ACTIVITY:
Please give the number of lines in the records below where the word "paths" occurs, and nothing else.

.....

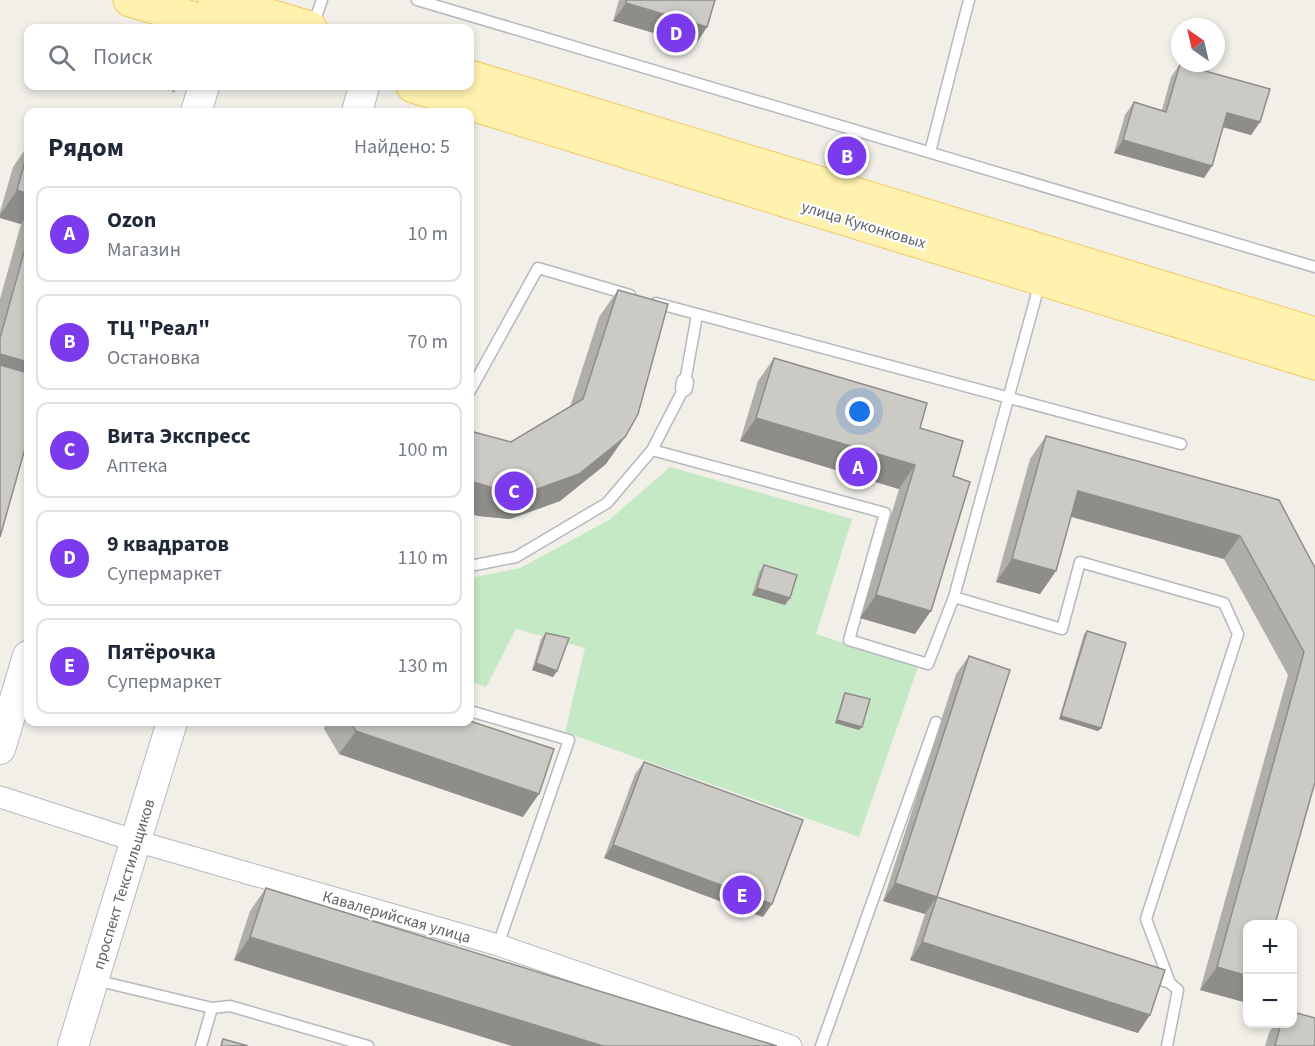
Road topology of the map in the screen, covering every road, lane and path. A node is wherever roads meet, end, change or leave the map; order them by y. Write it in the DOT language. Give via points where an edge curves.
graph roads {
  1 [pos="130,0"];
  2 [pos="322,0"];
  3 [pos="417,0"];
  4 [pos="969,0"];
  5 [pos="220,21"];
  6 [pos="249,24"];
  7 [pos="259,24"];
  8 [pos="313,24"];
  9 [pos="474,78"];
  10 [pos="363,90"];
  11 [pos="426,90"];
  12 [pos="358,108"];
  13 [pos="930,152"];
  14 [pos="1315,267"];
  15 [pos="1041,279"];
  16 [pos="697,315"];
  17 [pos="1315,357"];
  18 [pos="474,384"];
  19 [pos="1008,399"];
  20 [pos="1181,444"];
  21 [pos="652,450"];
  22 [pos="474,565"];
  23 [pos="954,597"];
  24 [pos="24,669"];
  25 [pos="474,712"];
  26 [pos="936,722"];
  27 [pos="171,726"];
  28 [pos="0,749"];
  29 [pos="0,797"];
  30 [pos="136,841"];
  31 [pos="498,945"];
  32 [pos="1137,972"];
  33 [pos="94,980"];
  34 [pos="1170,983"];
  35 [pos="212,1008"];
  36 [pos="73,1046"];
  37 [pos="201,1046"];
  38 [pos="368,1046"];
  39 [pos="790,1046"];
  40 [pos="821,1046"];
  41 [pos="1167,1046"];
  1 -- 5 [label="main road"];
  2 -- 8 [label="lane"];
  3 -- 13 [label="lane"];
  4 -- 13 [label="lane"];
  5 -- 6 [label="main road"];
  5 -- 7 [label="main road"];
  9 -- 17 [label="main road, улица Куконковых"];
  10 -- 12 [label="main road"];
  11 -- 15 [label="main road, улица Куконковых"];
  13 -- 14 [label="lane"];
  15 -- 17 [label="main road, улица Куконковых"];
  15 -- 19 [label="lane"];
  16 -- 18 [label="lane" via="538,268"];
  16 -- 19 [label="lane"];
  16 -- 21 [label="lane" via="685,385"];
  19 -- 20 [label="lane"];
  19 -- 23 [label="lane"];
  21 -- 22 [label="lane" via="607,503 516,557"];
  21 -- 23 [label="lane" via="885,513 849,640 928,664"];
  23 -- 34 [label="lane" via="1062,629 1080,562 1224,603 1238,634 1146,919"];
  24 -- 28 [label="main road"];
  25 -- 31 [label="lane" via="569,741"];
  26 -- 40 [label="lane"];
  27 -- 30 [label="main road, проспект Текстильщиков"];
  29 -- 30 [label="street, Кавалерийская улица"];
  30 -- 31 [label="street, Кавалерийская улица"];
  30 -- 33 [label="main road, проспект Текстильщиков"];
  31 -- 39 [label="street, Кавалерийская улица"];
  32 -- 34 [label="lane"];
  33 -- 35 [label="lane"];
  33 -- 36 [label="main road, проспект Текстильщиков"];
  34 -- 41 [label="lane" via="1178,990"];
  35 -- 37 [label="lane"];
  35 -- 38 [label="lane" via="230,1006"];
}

.....

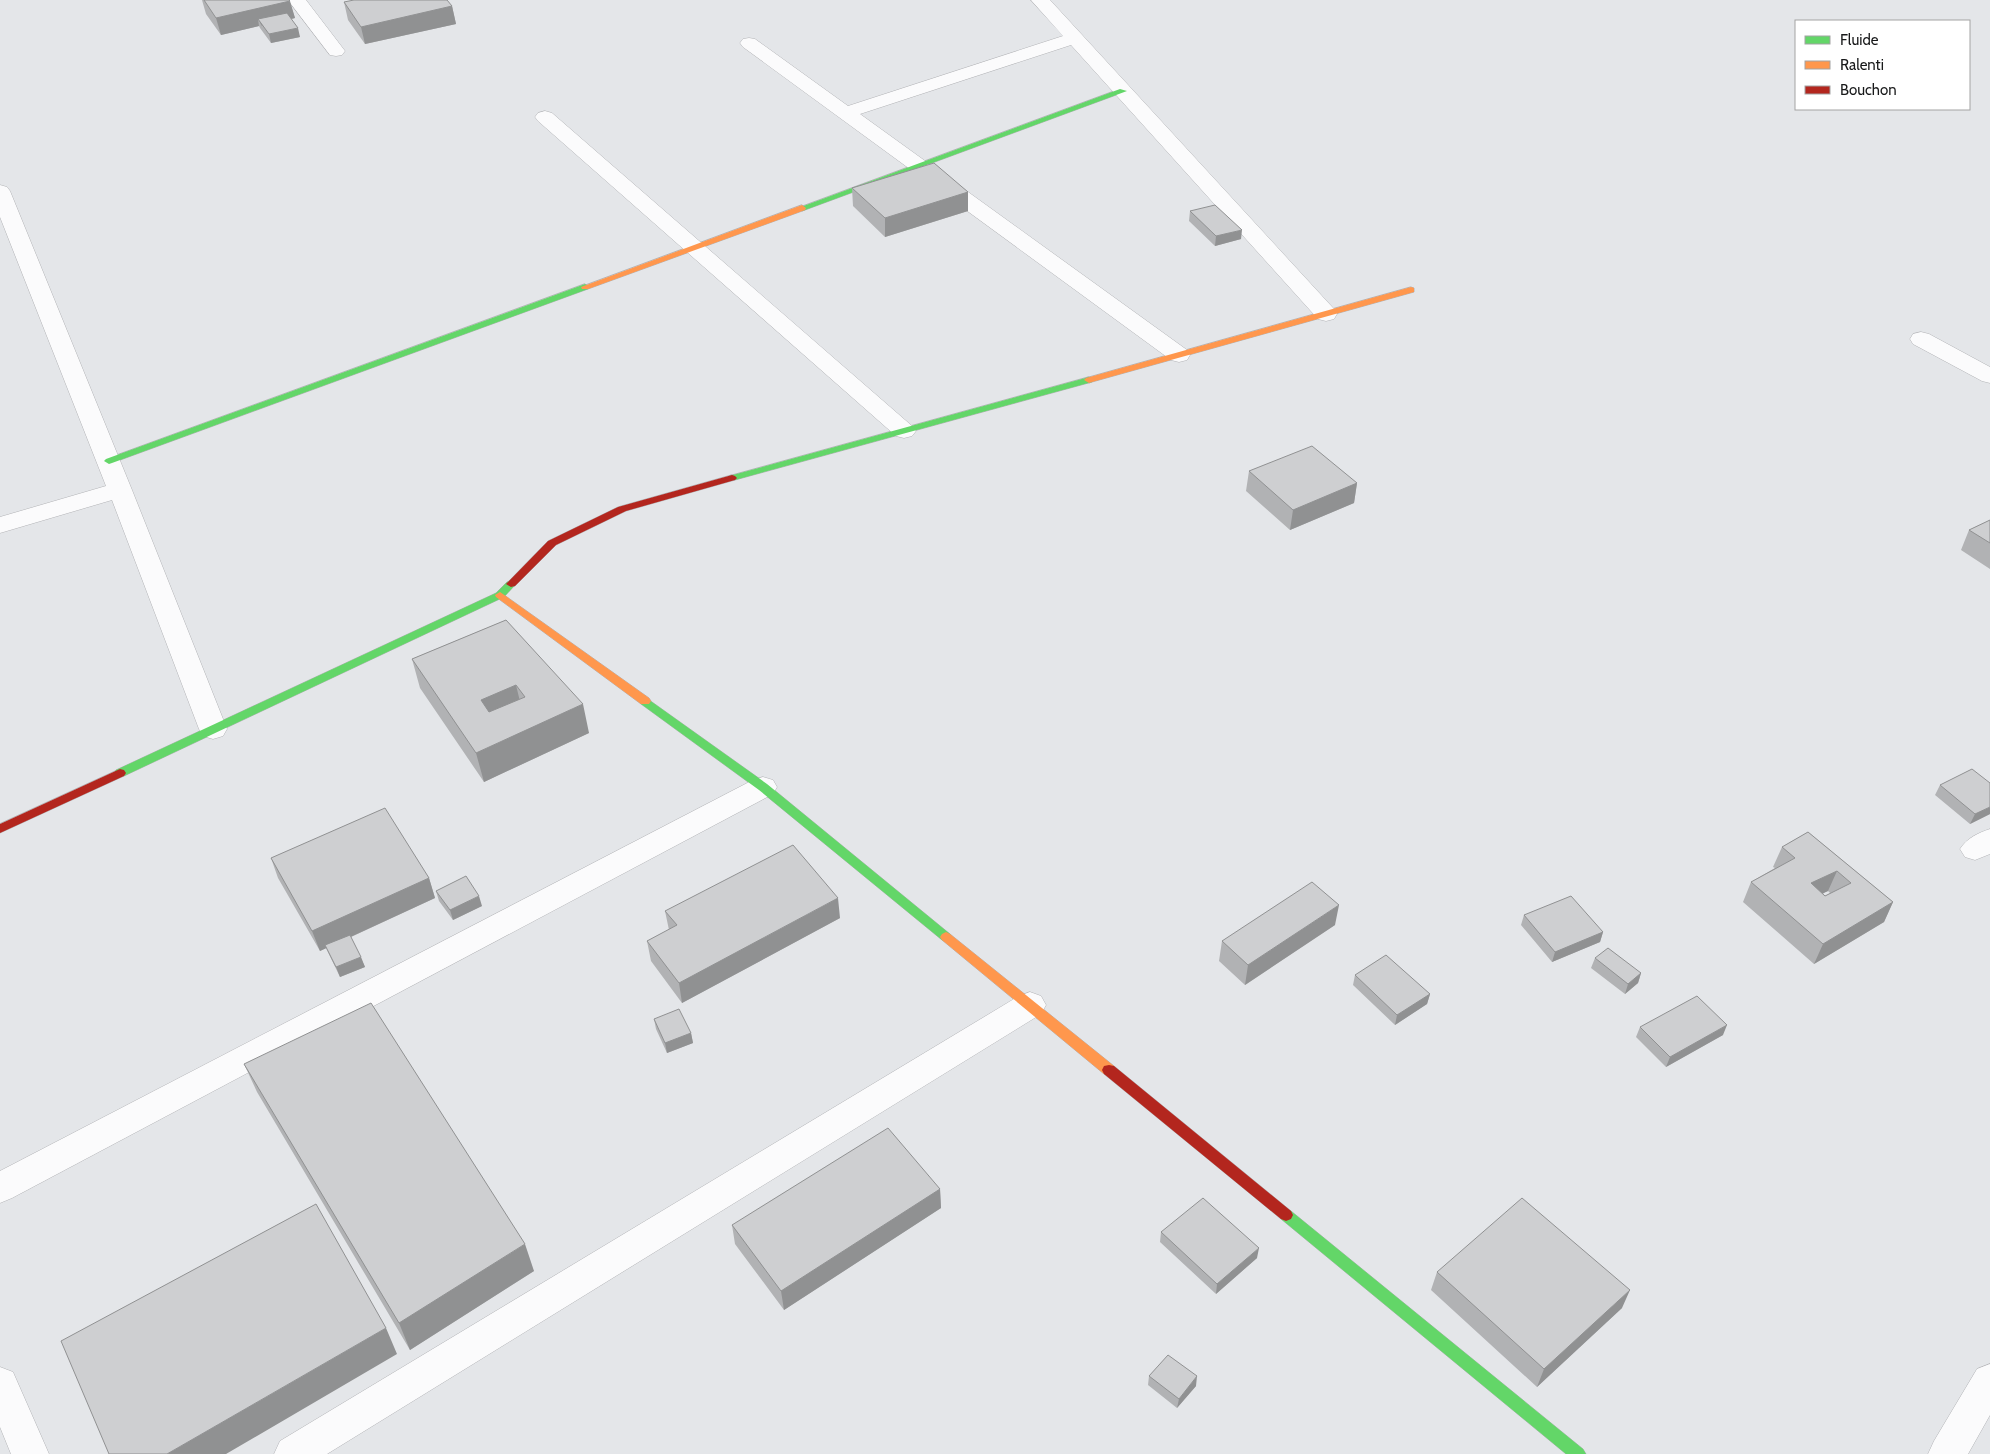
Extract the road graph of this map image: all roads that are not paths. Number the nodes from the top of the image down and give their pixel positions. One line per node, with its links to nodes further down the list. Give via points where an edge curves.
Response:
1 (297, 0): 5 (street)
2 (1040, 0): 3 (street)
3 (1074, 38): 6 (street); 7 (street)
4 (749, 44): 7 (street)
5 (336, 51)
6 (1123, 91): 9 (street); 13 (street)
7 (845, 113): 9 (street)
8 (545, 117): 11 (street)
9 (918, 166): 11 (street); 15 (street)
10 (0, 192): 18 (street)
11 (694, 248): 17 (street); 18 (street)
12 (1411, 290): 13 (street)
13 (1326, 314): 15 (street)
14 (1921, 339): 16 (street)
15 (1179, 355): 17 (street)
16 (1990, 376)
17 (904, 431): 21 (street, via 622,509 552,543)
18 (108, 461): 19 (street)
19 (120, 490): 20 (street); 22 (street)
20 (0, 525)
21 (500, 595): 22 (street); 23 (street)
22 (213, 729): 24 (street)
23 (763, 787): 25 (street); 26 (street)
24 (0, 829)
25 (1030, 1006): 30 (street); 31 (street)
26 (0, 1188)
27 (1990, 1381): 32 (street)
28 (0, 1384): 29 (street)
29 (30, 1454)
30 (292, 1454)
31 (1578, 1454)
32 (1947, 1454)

.....

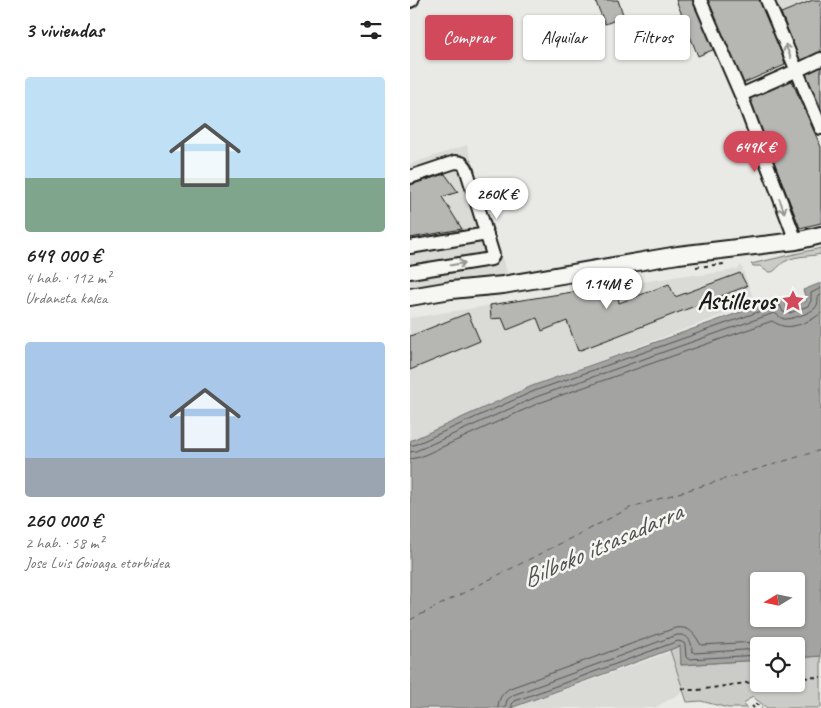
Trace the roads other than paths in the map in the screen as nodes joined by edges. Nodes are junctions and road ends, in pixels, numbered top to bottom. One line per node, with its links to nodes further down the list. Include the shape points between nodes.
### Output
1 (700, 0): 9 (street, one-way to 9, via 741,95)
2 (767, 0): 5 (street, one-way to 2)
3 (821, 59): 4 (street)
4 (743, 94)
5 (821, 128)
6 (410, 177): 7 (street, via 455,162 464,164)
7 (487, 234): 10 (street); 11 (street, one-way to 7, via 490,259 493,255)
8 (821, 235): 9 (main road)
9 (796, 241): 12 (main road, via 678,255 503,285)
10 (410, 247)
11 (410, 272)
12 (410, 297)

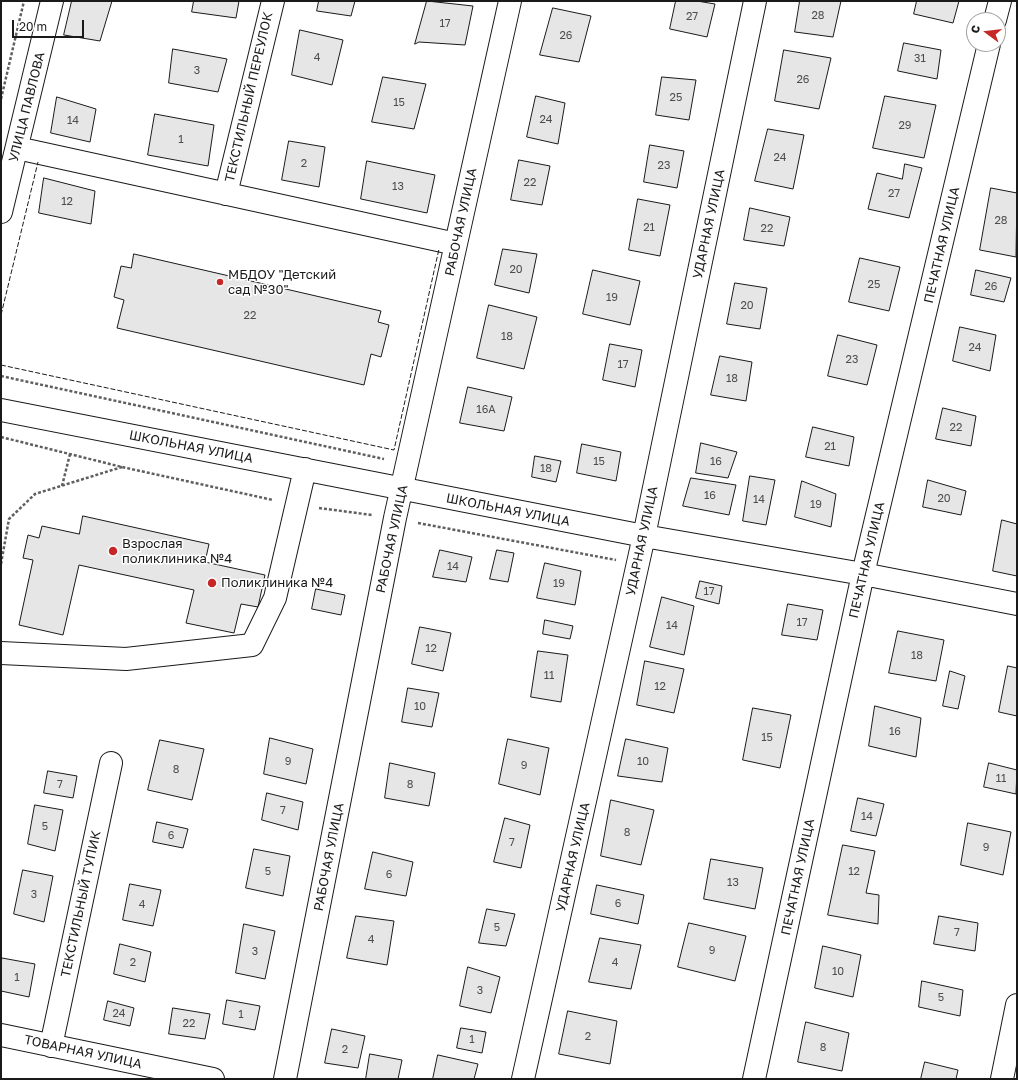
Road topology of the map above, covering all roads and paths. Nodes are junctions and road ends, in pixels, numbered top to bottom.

.....

OUTPUT FOR THIS TASK:
3